TASK STATEMENT
Check each line of the entries. Copy the ones that contain the string "Cactus".

STUDY MATERIAL
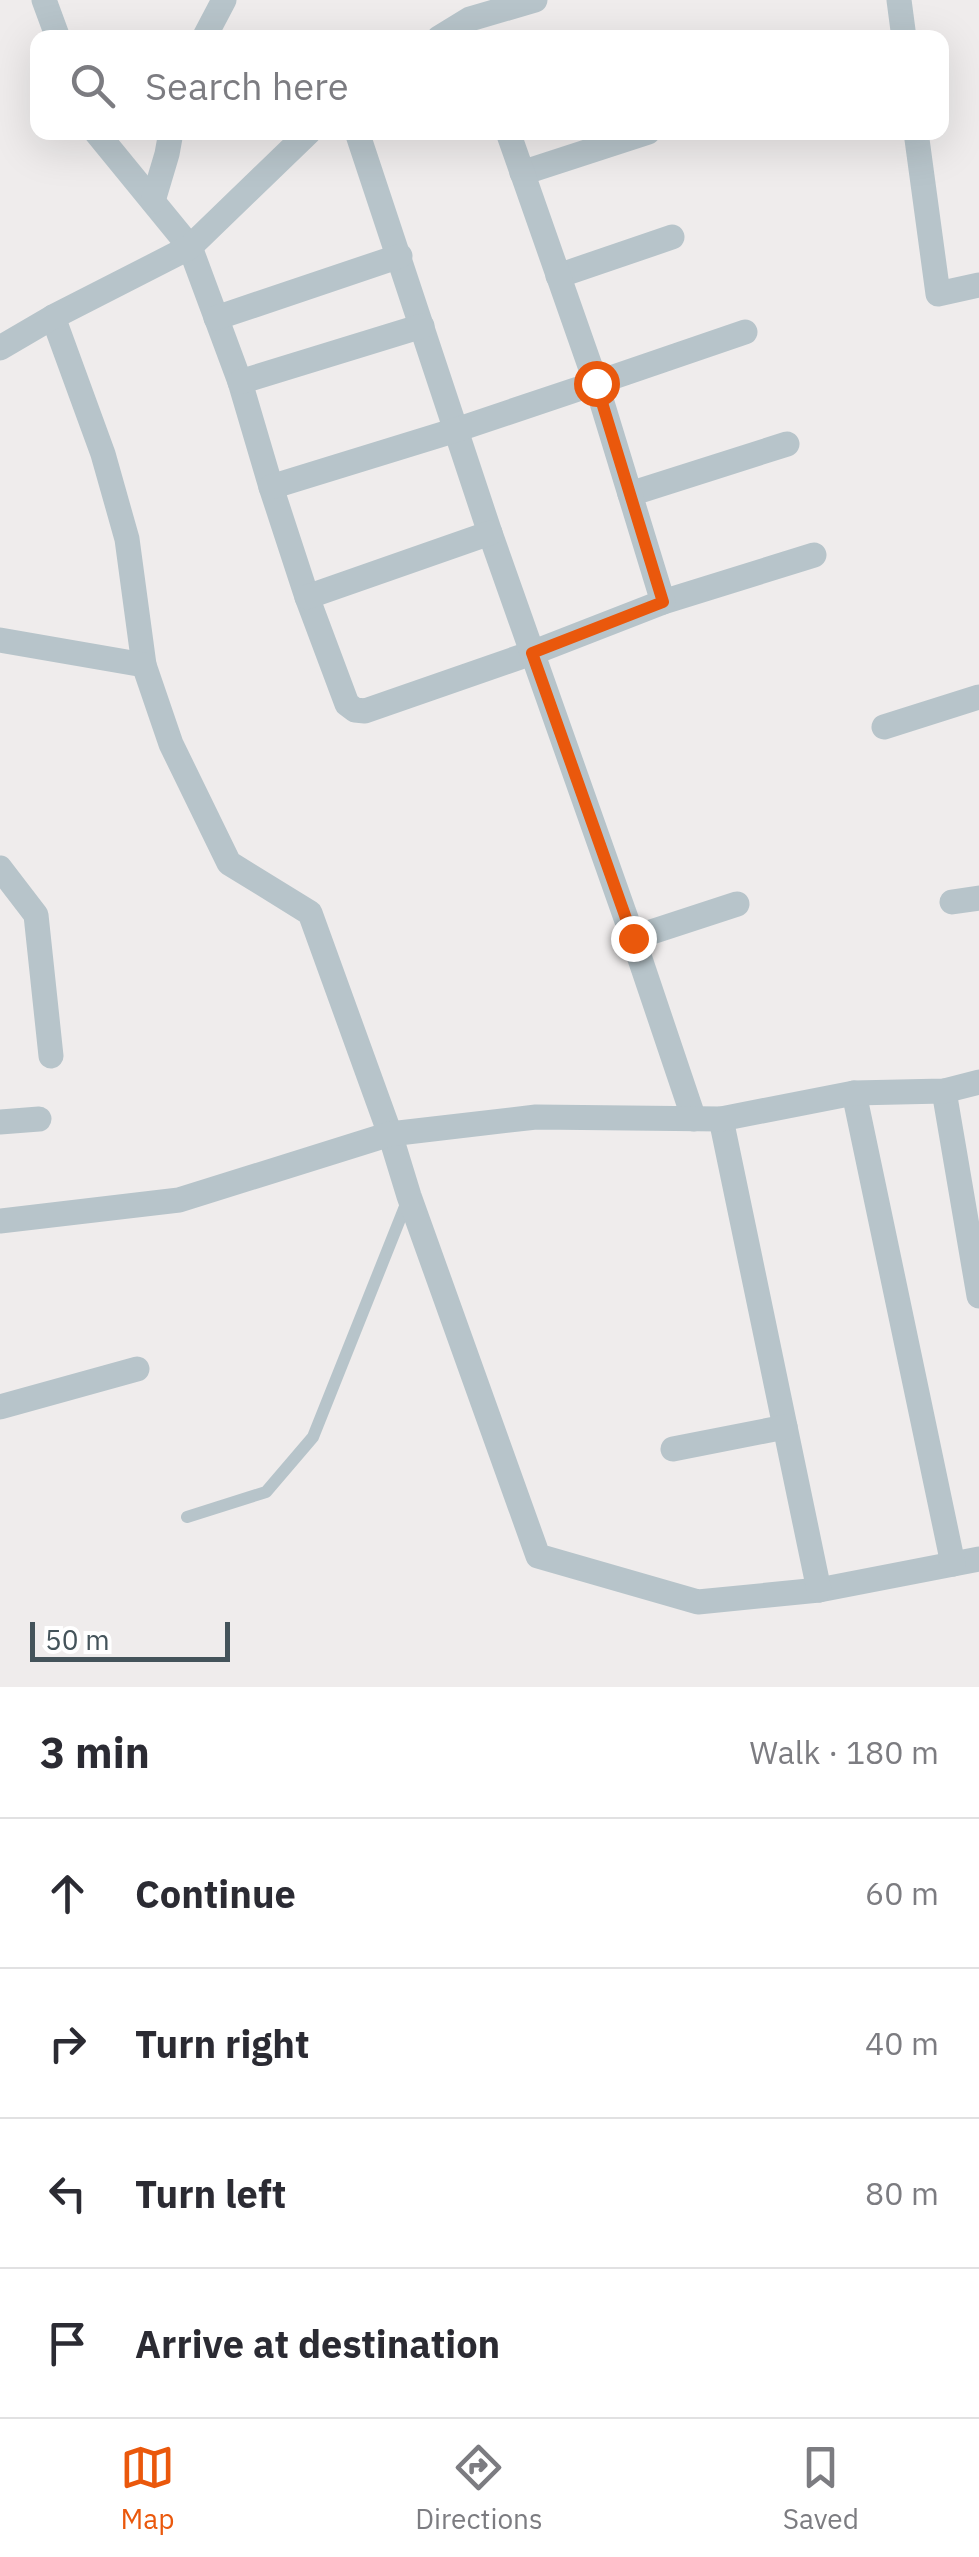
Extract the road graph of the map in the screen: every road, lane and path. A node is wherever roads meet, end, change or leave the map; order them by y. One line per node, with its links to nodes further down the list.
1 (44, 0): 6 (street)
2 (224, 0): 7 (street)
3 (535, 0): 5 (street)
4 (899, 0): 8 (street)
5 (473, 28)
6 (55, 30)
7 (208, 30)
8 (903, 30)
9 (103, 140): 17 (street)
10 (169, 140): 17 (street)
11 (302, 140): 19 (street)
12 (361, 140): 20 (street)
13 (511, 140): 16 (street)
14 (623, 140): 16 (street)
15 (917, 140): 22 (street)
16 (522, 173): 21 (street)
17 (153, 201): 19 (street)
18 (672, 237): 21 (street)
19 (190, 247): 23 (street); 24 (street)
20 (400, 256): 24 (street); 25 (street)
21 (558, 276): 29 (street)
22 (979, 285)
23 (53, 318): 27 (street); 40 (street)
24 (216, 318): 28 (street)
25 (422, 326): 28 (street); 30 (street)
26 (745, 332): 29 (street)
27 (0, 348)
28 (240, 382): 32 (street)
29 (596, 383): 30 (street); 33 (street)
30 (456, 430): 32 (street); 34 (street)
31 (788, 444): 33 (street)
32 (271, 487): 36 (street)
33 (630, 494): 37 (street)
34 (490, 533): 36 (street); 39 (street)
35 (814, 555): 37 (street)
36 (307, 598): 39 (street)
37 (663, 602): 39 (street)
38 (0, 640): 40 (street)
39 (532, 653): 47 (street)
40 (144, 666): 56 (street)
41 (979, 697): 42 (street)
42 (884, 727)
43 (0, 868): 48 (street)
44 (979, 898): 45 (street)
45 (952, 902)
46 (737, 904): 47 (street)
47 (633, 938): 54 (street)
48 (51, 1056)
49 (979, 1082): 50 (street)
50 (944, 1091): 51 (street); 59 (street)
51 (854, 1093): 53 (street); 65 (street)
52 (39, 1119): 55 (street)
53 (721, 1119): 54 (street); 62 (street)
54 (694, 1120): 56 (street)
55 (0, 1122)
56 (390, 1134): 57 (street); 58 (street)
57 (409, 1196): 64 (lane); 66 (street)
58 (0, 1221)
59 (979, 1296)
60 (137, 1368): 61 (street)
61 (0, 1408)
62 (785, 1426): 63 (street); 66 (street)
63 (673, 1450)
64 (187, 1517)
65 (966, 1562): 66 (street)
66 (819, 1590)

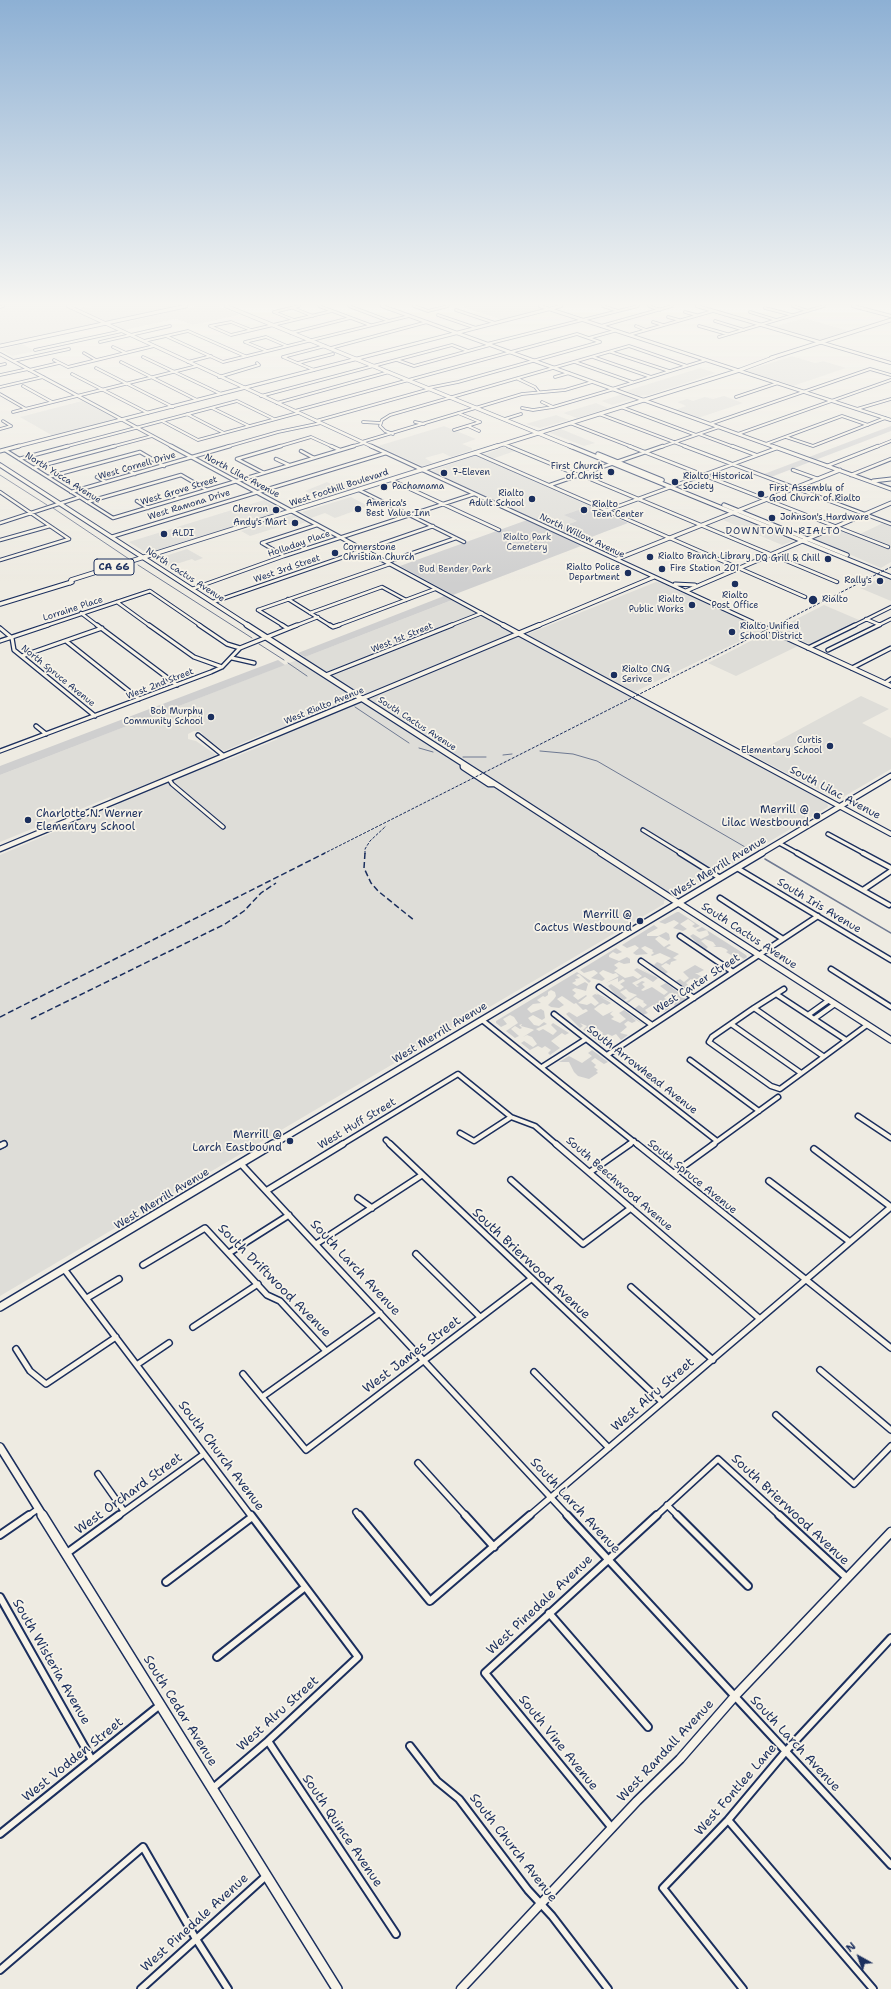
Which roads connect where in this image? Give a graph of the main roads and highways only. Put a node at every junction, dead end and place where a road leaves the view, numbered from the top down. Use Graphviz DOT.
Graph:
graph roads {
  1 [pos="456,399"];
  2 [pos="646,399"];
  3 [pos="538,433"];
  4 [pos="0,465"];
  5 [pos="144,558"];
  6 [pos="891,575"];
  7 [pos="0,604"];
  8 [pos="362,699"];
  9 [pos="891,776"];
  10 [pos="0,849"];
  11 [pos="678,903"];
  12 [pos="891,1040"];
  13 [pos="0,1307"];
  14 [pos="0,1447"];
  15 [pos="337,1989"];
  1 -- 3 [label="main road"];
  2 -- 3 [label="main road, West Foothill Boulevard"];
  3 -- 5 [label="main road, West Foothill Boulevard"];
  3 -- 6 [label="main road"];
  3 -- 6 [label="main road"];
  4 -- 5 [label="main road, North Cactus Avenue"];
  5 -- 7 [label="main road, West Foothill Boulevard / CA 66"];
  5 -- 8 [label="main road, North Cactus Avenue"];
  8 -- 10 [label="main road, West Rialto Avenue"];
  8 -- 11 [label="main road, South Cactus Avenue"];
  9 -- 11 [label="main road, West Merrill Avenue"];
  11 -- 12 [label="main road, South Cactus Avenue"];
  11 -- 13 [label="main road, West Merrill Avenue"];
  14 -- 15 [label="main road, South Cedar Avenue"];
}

ANSWER TO THE PROBLEM
  4 -- 5 [label="main road, North Cactus Avenue"];
  5 -- 8 [label="main road, North Cactus Avenue"];
  8 -- 11 [label="main road, South Cactus Avenue"];
  11 -- 12 [label="main road, South Cactus Avenue"];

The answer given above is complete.